[Dataset excerpts]
= Beginning of Section =

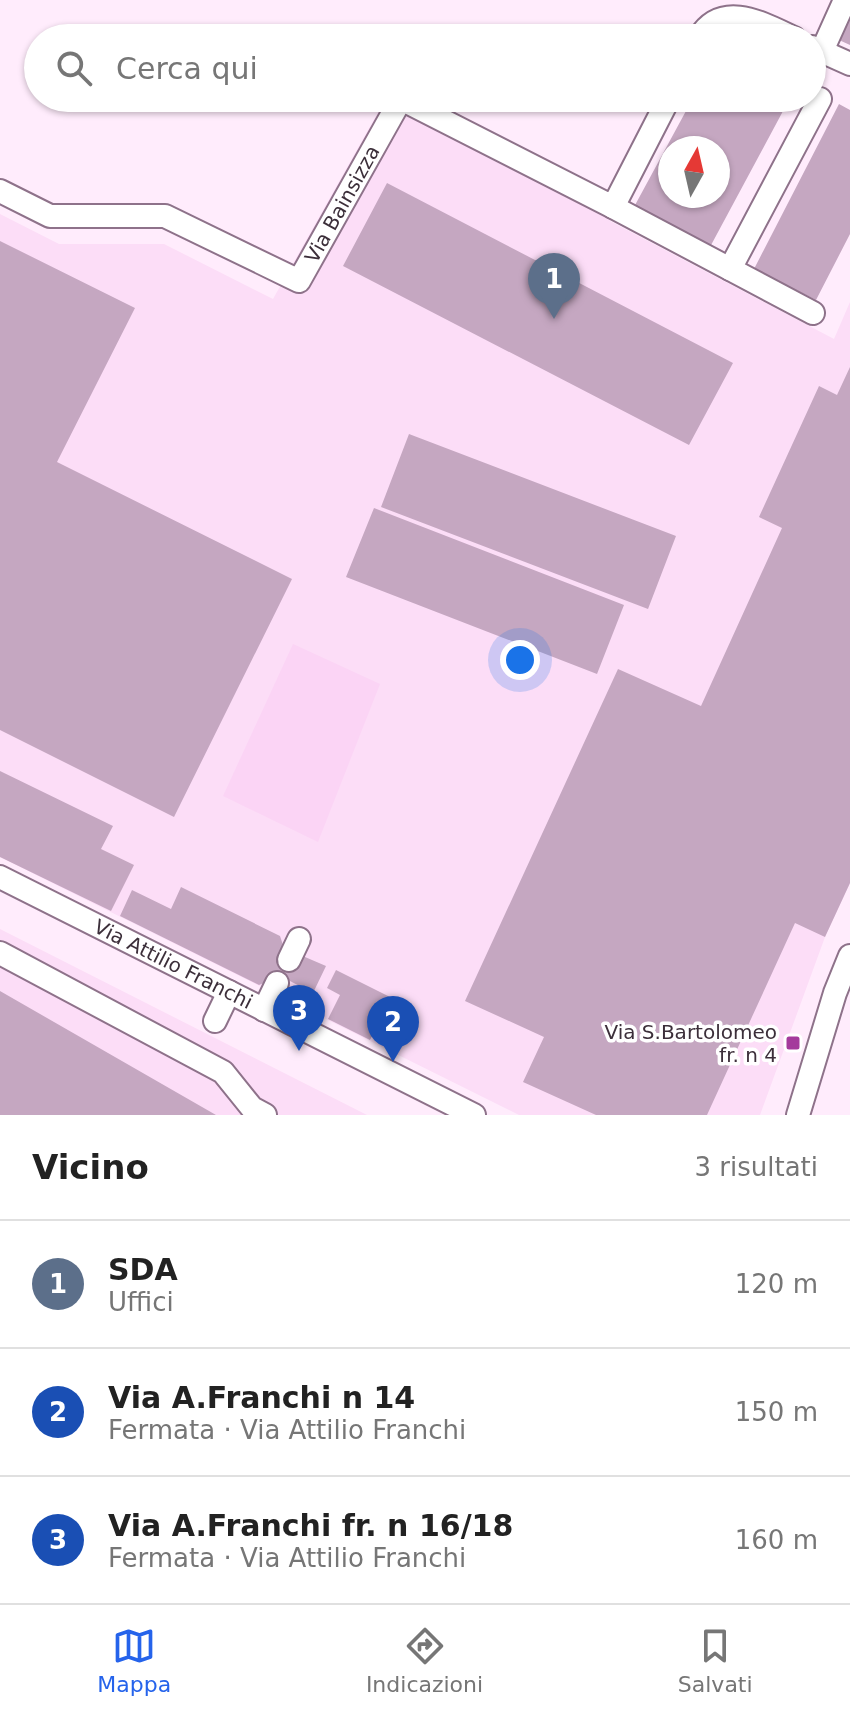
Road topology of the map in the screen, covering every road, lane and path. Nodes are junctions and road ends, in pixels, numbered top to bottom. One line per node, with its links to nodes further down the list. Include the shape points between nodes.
1 (845, 0): 4 (street)
2 (713, 24): 3 (street, via 731,12)
3 (765, 24)
4 (826, 33)
5 (826, 53): 6 (street)
6 (850, 64)
7 (394, 112): 11 (street, Via Bainsizza, via 299,281 165,216 50,216)
8 (427, 112): 12 (street, Via Bainsizza)
9 (662, 112): 12 (street)
10 (813, 112): 13 (street)
11 (0, 191)
12 (613, 207): 13 (street, Via Bainsizza)
13 (730, 269): 14 (street, Via Bainsizza)
14 (813, 313)
15 (0, 877): 21 (street, Via Attilio Franchi)
16 (299, 939): 19 (street)
17 (0, 953): 24 (street, via 223,1072)
18 (850, 956): 26 (street)
19 (289, 960)
20 (277, 983): 22 (street)
21 (229, 992): 22 (street, Via Attilio Franchi); 23 (street)
22 (264, 1010): 25 (street, Via Attilio Franchi)
23 (215, 1021)
24 (255, 1113)
25 (474, 1115)
26 (798, 1115)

= End of Section =

• **YOUR ASSIGNMENT**
Return each of the lines exactly as they appear above, with no images.

• **PROBLEM SOLUTION**
Road topology of the map in the screen, covering every road, lane and path. Nodes are junctions and road ends, in pixels, numbered top to bottom. One line per node, with its links to nodes further down the list. Include the shape points between nodes.
1 (845, 0): 4 (street)
2 (713, 24): 3 (street, via 731,12)
3 (765, 24)
4 (826, 33)
5 (826, 53): 6 (street)
6 (850, 64)
7 (394, 112): 11 (street, Via Bainsizza, via 299,281 165,216 50,216)
8 (427, 112): 12 (street, Via Bainsizza)
9 (662, 112): 12 (street)
10 (813, 112): 13 (street)
11 (0, 191)
12 (613, 207): 13 (street, Via Bainsizza)
13 (730, 269): 14 (street, Via Bainsizza)
14 (813, 313)
15 (0, 877): 21 (street, Via Attilio Franchi)
16 (299, 939): 19 (street)
17 (0, 953): 24 (street, via 223,1072)
18 (850, 956): 26 (street)
19 (289, 960)
20 (277, 983): 22 (street)
21 (229, 992): 22 (street, Via Attilio Franchi); 23 (street)
22 (264, 1010): 25 (street, Via Attilio Franchi)
23 (215, 1021)
24 (255, 1113)
25 (474, 1115)
26 (798, 1115)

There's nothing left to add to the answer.